Activity:
Read through the entries below and copy each line where "hand" turns up.

┌────────

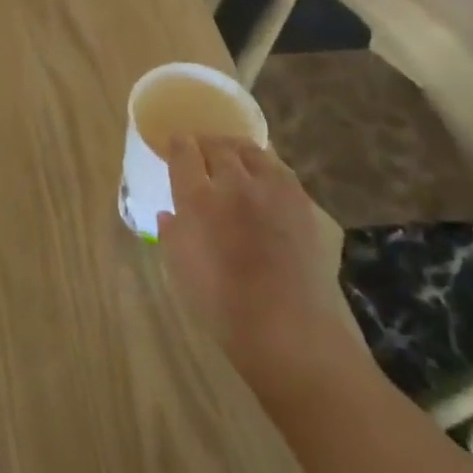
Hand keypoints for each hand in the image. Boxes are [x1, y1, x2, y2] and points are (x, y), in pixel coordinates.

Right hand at [157, 136, 362, 397]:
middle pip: (218, 146)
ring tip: (233, 156)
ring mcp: (272, 190)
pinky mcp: (302, 203)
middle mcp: (234, 183)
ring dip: (237, 149)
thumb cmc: (222, 305)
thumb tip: (170, 214)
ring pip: (252, 151)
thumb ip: (172, 234)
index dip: (177, 144)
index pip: (184, 152)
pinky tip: (264, 177)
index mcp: (198, 198)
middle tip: (201, 151)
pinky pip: (280, 170)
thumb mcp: (179, 269)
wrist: (289, 329)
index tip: (175, 144)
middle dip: (206, 143)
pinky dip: (266, 166)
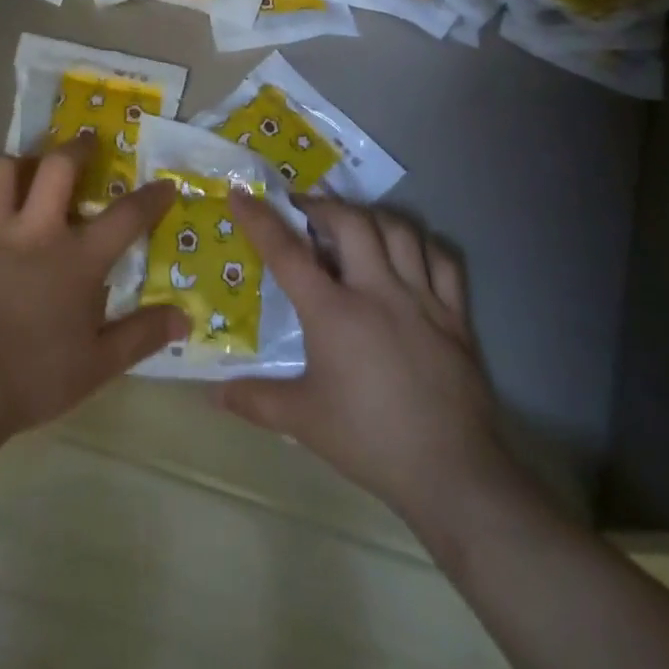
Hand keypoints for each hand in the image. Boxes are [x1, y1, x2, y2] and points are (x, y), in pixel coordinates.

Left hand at [0, 137, 189, 439]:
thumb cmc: (33, 377)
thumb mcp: (98, 365)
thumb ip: (142, 335)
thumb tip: (186, 317)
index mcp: (76, 259)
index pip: (125, 218)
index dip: (150, 199)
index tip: (165, 184)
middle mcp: (34, 230)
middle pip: (58, 169)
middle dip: (76, 149)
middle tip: (85, 142)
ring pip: (0, 171)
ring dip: (14, 161)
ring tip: (22, 163)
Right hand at [220, 194, 520, 524]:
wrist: (452, 474)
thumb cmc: (369, 440)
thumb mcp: (302, 421)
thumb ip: (254, 401)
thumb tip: (212, 395)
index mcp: (333, 312)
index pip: (287, 252)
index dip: (260, 219)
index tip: (241, 194)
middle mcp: (377, 291)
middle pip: (350, 222)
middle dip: (322, 206)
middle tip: (305, 212)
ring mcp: (421, 299)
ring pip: (398, 230)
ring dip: (371, 218)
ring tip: (353, 225)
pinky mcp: (455, 315)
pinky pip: (442, 260)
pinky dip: (421, 245)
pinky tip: (407, 253)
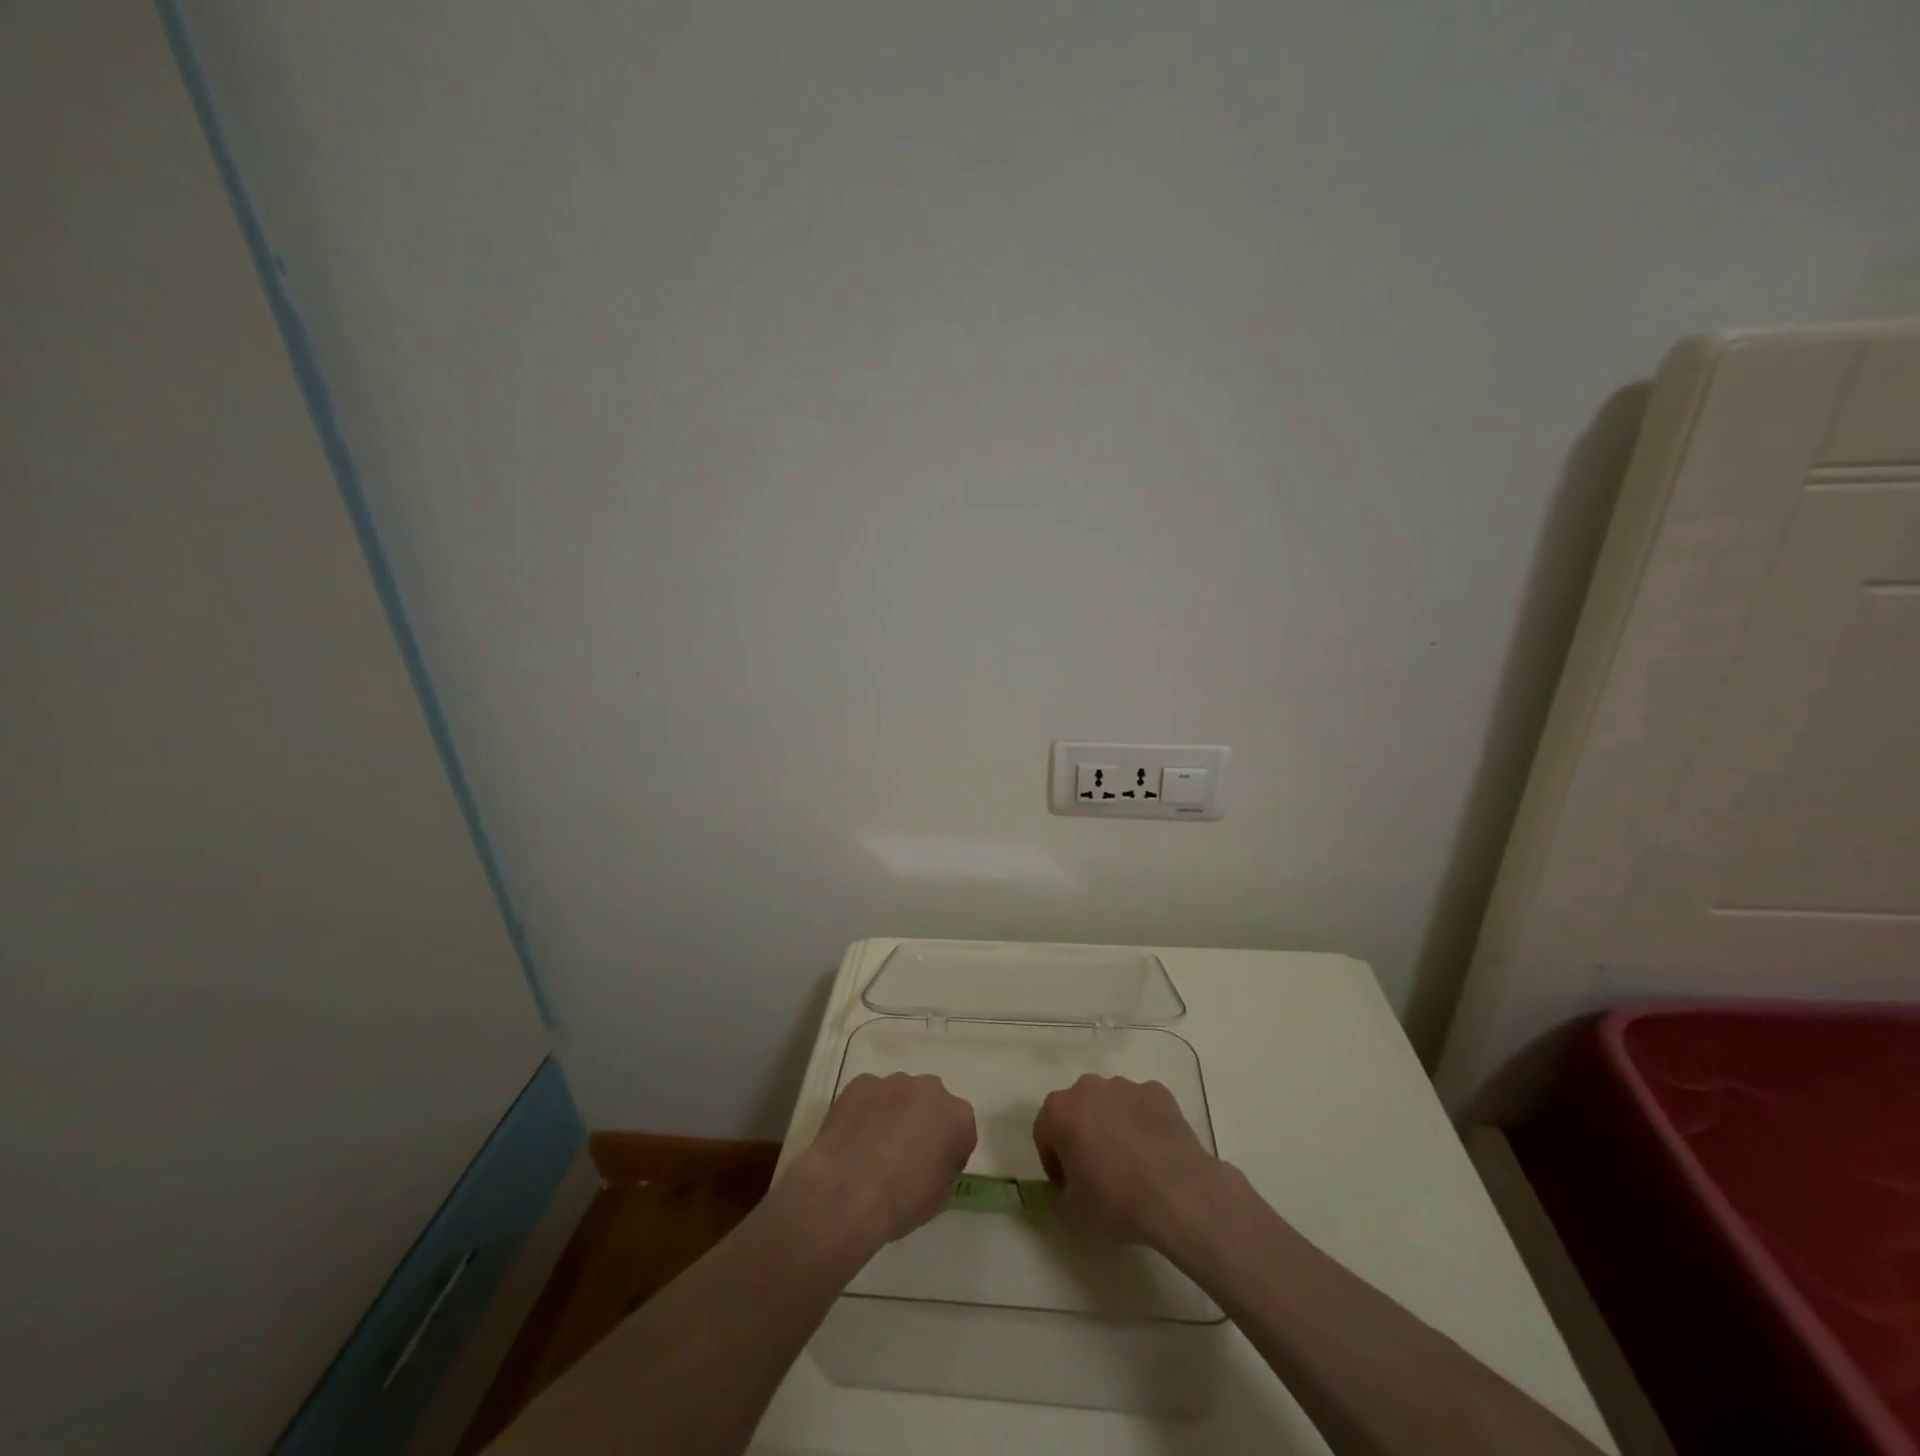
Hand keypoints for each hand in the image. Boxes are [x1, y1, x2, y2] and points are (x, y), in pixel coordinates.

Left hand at [791, 1072, 976, 1249]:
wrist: (846, 1193)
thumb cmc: (900, 1200)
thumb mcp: (938, 1198)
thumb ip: (943, 1169)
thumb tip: (930, 1162)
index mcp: (957, 1116)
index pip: (962, 1132)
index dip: (950, 1154)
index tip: (936, 1173)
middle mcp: (929, 1089)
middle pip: (932, 1105)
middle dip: (924, 1124)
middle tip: (907, 1157)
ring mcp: (892, 1082)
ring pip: (900, 1095)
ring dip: (895, 1114)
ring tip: (875, 1148)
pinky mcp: (861, 1083)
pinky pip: (870, 1096)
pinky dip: (866, 1111)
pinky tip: (854, 1139)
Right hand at [1032, 1074, 1222, 1250]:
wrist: (1179, 1194)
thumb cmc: (1116, 1201)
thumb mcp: (1072, 1214)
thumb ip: (1060, 1195)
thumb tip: (1068, 1188)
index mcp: (1060, 1110)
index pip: (1044, 1132)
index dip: (1053, 1161)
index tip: (1068, 1186)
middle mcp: (1088, 1087)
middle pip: (1077, 1111)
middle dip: (1082, 1136)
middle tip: (1097, 1173)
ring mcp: (1126, 1086)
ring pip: (1110, 1105)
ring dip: (1112, 1126)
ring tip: (1131, 1164)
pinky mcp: (1158, 1092)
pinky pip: (1141, 1107)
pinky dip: (1142, 1124)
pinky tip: (1155, 1154)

└────────

Problem solution:
Hand keypoints for each hand in the image. Boxes are [x1, y1, x2, y2] and points are (x, y), in pixel coordinates.
Right hand at [157, 136, 362, 397]:
Hand keypoints for each hand in the image. Boxes are [x1, y1, x2, y2] and points are (x, y), in pixel coordinates.
Left hand at [0, 137, 189, 439]:
Right hand at [220, 194, 520, 524]:
Hand keypoints for each hand in the image. Boxes are [x1, y1, x2, y2] and points are (x, y), in pixel coordinates.
Left hand at [791, 1072, 976, 1249]:
Right hand at [1032, 1074, 1222, 1250]:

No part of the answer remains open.